Thankfully, Kahn offers solutions to this amnesia – to ‘broaden and deepen children’s interactions with nature, and whenever possible, with big nature.’ Take them out, let children (and their adults) experience nature in its glorious forms – in backyard gardens, in forests with rhododendrons and palash, home to tigers and elephants, leopards and sloths, porcupines and hanguls, monals and vipers, tree frogs and monitor lizards, in beaches and mangroves with hermit crabs and barnacles, mudskippers and snails.
When someone asks me what they can do to get children more up close with nature, I always end up talking about Rachel Carson and her book The Sense of Wonder, and I paraphrase – ‘If a child is to keep alive [her/his/their] inborn sense of wonder, [she/he/their] needs the companionship of at least one adult who can share it, rediscovering with [her/him/them] the joy, excitement, and mystery of the world we live in.’
It’s time to step up, adults. We’re at a moment in history where it’s make or break. Do we want to be the preservers of nature, or do we want it boxed up in archives relegated to Once Upon a Time?
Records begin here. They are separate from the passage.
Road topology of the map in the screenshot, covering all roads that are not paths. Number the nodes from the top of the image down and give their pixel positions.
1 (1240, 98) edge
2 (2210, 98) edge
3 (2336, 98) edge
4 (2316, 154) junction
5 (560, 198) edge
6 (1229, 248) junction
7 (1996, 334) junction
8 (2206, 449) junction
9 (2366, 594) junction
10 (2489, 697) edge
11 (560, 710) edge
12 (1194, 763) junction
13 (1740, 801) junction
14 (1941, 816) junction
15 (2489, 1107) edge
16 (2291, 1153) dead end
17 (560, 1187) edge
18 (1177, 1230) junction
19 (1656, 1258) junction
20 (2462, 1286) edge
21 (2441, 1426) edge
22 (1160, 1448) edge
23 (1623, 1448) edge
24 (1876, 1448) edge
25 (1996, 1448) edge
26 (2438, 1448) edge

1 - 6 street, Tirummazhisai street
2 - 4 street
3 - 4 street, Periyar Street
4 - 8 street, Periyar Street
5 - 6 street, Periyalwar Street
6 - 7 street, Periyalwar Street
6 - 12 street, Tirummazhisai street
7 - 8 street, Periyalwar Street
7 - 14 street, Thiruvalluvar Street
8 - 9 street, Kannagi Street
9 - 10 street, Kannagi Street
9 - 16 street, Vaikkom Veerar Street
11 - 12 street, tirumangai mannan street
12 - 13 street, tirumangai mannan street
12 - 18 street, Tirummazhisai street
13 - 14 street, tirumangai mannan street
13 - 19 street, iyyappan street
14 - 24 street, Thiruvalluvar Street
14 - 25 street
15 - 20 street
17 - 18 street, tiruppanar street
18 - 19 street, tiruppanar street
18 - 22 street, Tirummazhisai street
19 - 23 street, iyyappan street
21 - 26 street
My mother grew up when cobras were found coiled up in their bathroom and little brown owls came pecking on their door.
I mourned the loss of scampering palm squirrels when we moved cities, only to find solace in the Gulmohur tree outside our window – teeming with Rose-ringed Parakeets, Coppersmith Barbets and House Sparrows; and splashing in puddles and watching squelchy snails in the monsoon. Later, I discovered Sanjay Gandhi National Park, Mumbai’s city forest that is home to leopards, Atlas Moths and Funnel Web Spiders. Many years later I moved cities again, this time revelling in the sheer, simple joy of seeing a sky not punctured by square and rectangular shapes of buildings. Just an infinite expanse of sky embroidered with (real) clouds.
In contrast, my nephew met a cat for the first time when he was about five.
But there’s hope, like Kahn and Carson suggest.
Once, we were waiting outside a doctor’s clinic as my father went for his annual check-up. It began raining and I tore pages from my notebook, which my mother fashioned into paper boats. I opened an umbrella, held my nephew’s hand, and we went outside to a spot where the rain was collecting into puddles. We knelt down and set sail the two paper boats. I felt something bubble inside me, as he whooped with delight, watching the boats merrily sail away, bobbing over little pebbles and blobs of mud. He was eight, he should have done this earlier. Way earlier. But he was still a boy with a paper boat, splashing about in rain-fed puddles. I sent a text message to my partner with a picture capturing that moment. That I remember.